**EXERCISE DIRECTIONS:** The listing below should be printed in full and exactly, apart from its images.

——————

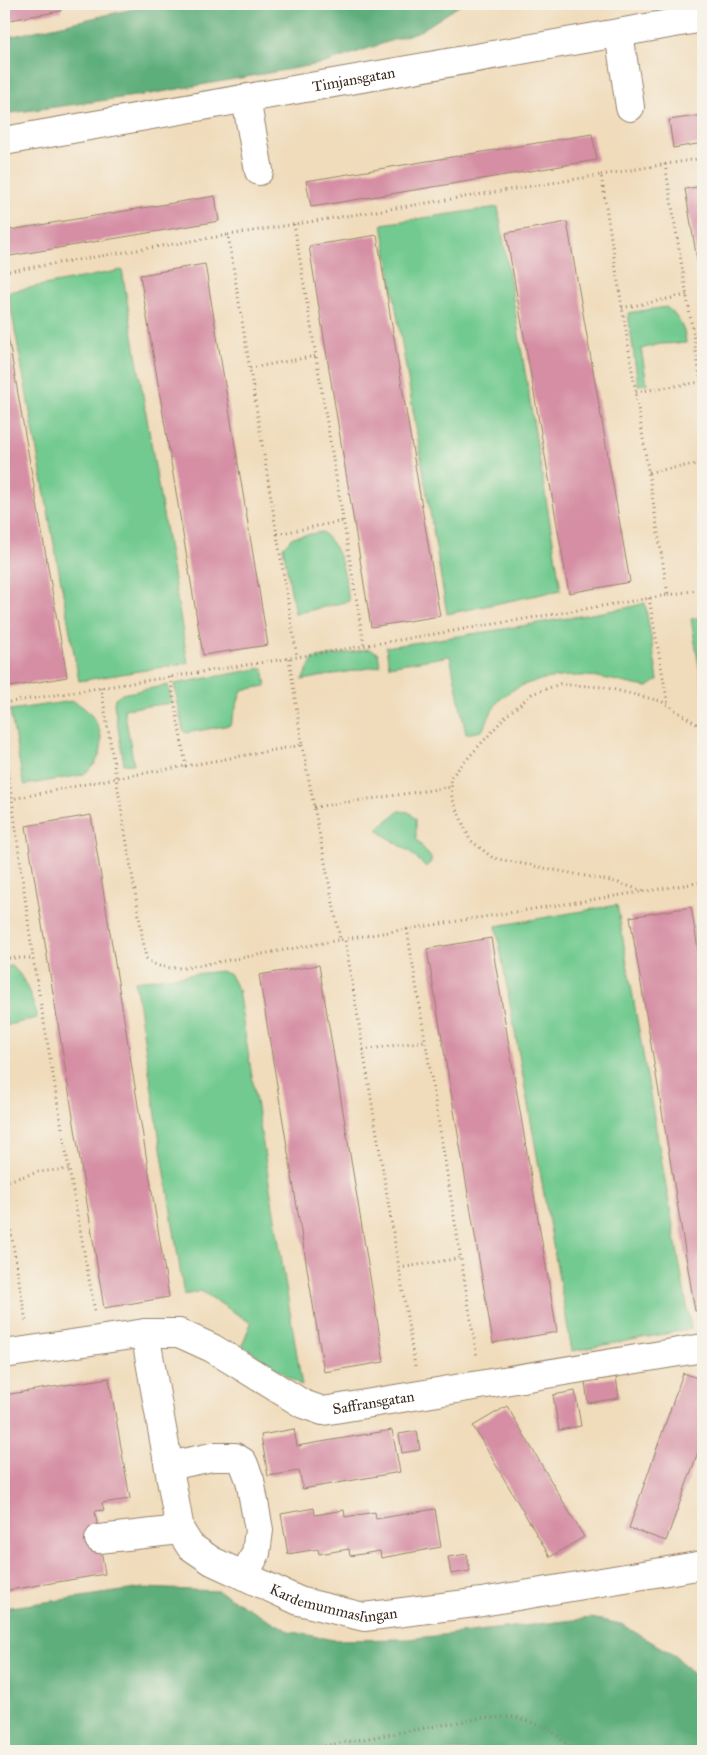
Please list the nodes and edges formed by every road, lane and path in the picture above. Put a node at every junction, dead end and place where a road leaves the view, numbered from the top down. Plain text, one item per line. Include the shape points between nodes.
1 (703, 18) edge
2 (619, 33) junction
3 (246, 99) junction
4 (630, 107) dead end
5 (4, 141) edge
6 (703, 158) edge
7 (666, 164) junction
8 (259, 171) dead end
9 (601, 175) junction
10 (294, 224) junction
11 (228, 235) junction
12 (4, 272) edge
13 (687, 294) junction
14 (622, 308) junction
15 (316, 356) junction
16 (250, 368) junction
17 (701, 382) junction
18 (636, 392) junction
19 (703, 394) edge
20 (703, 463) edge
21 (649, 472) junction
22 (343, 521) junction
23 (277, 534) junction
24 (703, 589) edge
25 (668, 594) junction
26 (649, 598) junction
27 (364, 645) junction
28 (297, 657) junction
29 (289, 658) junction
30 (170, 677) junction
31 (101, 687) junction
32 (4, 703) edge
33 (668, 706) junction
34 (703, 728) edge
35 (302, 745) junction
36 (4, 753) edge
37 (186, 766) junction
38 (116, 778) junction
39 (452, 787) junction
40 (12, 799) junction
41 (4, 800) edge
42 (314, 807) junction
43 (703, 882) edge
44 (643, 892) junction
45 (407, 929) junction
46 (345, 939) junction
47 (340, 940) junction
48 (4, 958) edge
49 (33, 958) junction
50 (425, 1041) junction
51 (363, 1050) junction
52 (68, 1169) junction
53 (4, 1182) edge
54 (4, 1191) edge
55 (461, 1258) junction
56 (399, 1268) junction
57 (96, 1315) dead end
58 (26, 1323) dead end
59 (145, 1333) junction
60 (703, 1348) edge
61 (4, 1354) edge
62 (477, 1358) dead end
63 (415, 1367) dead end
64 (168, 1466) junction
65 (180, 1530) junction
66 (99, 1539) dead end
67 (703, 1565) edge
68 (244, 1576) junction
69 (295, 1751) edge
70 (575, 1751) edge

1 - 2 street, Timjansgatan
2 - 3 street, Timjansgatan
2 - 4 street
3 - 5 street, Timjansgatan
3 - 8 street
6 - 7 path
7 - 9 path
7 - 13 path
9 - 10 path
9 - 14 path
10 - 11 path
10 - 15 path
11 - 12 path
11 - 16 path
13 - 14 path
13 - 17 path
14 - 18 path
15 - 16 path
15 - 22 path
16 - 23 path
17 - 18 path
17 - 19 path
18 - 21 path
20 - 21 path
21 - 25 path
22 - 23 path
22 - 27 path
23 - 28 path
24 - 25 path
25 - 26 path
26 - 27 path
26 - 33 path
27 - 28 path
28 - 29 path
29 - 30 path
29 - 35 path
30 - 31 path
30 - 37 path
31 - 32 path
31 - 38 path
33 - 34 path
33 - 39 path via 603,686 560,684 532,694 506,716 451,777
35 - 37 path
35 - 42 path
36 - 40 path
37 - 38 path
38 - 40 path
38 - 47 path via 146,958 153,965 185,968
39 - 42 path
39 - 44 path via 452,798 470,840 493,858 616,882
40 - 41 path
40 - 49 path
42 - 47 path
43 - 44 path
44 - 45 path
45 - 46 path
45 - 50 path
46 - 47 path
46 - 51 path
48 - 49 path
49 - 52 path
50 - 51 path
50 - 55 path
51 - 56 path
52 - 53 path via 38,1172
52 - 57 path
54 - 58 path
55 - 56 path
55 - 62 path
56 - 63 path
59 - 60 street, Saffransgatan via 179,1333 212,1348 303,1404 323,1411
59 - 61 street, Saffransgatan
59 - 64 street, Kardemummaslingan
64 - 65 street, Kardemummaslingan
64 - 68 street via 212,1457 235,1457 243,1462 250,1480 259,1530 256,1553
65 - 66 street
65 - 68 street, Kardemummaslingan via 190,1546
67 - 68 street, Kardemummaslingan via 482,1602 364,1617 298,1601
69 - 70 path via 482,1718 514,1717 548,1728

——————

**REPLY:**
Please list the nodes and edges formed by every road, lane and path in the picture above. Put a node at every junction, dead end and place where a road leaves the view, numbered from the top down. Plain text, one item per line. Include the shape points between nodes.
1 (703, 18) edge
2 (619, 33) junction
3 (246, 99) junction
4 (630, 107) dead end
5 (4, 141) edge
6 (703, 158) edge
7 (666, 164) junction
8 (259, 171) dead end
9 (601, 175) junction
10 (294, 224) junction
11 (228, 235) junction
12 (4, 272) edge
13 (687, 294) junction
14 (622, 308) junction
15 (316, 356) junction
16 (250, 368) junction
17 (701, 382) junction
18 (636, 392) junction
19 (703, 394) edge
20 (703, 463) edge
21 (649, 472) junction
22 (343, 521) junction
23 (277, 534) junction
24 (703, 589) edge
25 (668, 594) junction
26 (649, 598) junction
27 (364, 645) junction
28 (297, 657) junction
29 (289, 658) junction
30 (170, 677) junction
31 (101, 687) junction
32 (4, 703) edge
33 (668, 706) junction
34 (703, 728) edge
35 (302, 745) junction
36 (4, 753) edge
37 (186, 766) junction
38 (116, 778) junction
39 (452, 787) junction
40 (12, 799) junction
41 (4, 800) edge
42 (314, 807) junction
43 (703, 882) edge
44 (643, 892) junction
45 (407, 929) junction
46 (345, 939) junction
47 (340, 940) junction
48 (4, 958) edge
49 (33, 958) junction
50 (425, 1041) junction
51 (363, 1050) junction
52 (68, 1169) junction
53 (4, 1182) edge
54 (4, 1191) edge
55 (461, 1258) junction
56 (399, 1268) junction
57 (96, 1315) dead end
58 (26, 1323) dead end
59 (145, 1333) junction
60 (703, 1348) edge
61 (4, 1354) edge
62 (477, 1358) dead end
63 (415, 1367) dead end
64 (168, 1466) junction
65 (180, 1530) junction
66 (99, 1539) dead end
67 (703, 1565) edge
68 (244, 1576) junction
69 (295, 1751) edge
70 (575, 1751) edge

1 - 2 street, Timjansgatan
2 - 3 street, Timjansgatan
2 - 4 street
3 - 5 street, Timjansgatan
3 - 8 street
6 - 7 path
7 - 9 path
7 - 13 path
9 - 10 path
9 - 14 path
10 - 11 path
10 - 15 path
11 - 12 path
11 - 16 path
13 - 14 path
13 - 17 path
14 - 18 path
15 - 16 path
15 - 22 path
16 - 23 path
17 - 18 path
17 - 19 path
18 - 21 path
20 - 21 path
21 - 25 path
22 - 23 path
22 - 27 path
23 - 28 path
24 - 25 path
25 - 26 path
26 - 27 path
26 - 33 path
27 - 28 path
28 - 29 path
29 - 30 path
29 - 35 path
30 - 31 path
30 - 37 path
31 - 32 path
31 - 38 path
33 - 34 path
33 - 39 path via 603,686 560,684 532,694 506,716 451,777
35 - 37 path
35 - 42 path
36 - 40 path
37 - 38 path
38 - 40 path
38 - 47 path via 146,958 153,965 185,968
39 - 42 path
39 - 44 path via 452,798 470,840 493,858 616,882
40 - 41 path
40 - 49 path
42 - 47 path
43 - 44 path
44 - 45 path
45 - 46 path
45 - 50 path
46 - 47 path
46 - 51 path
48 - 49 path
49 - 52 path
50 - 51 path
50 - 55 path
51 - 56 path
52 - 53 path via 38,1172
52 - 57 path
54 - 58 path
55 - 56 path
55 - 62 path
56 - 63 path
59 - 60 street, Saffransgatan via 179,1333 212,1348 303,1404 323,1411
59 - 61 street, Saffransgatan
59 - 64 street, Kardemummaslingan
64 - 65 street, Kardemummaslingan
64 - 68 street via 212,1457 235,1457 243,1462 250,1480 259,1530 256,1553
65 - 66 street
65 - 68 street, Kardemummaslingan via 190,1546
67 - 68 street, Kardemummaslingan via 482,1602 364,1617 298,1601
69 - 70 path via 482,1718 514,1717 548,1728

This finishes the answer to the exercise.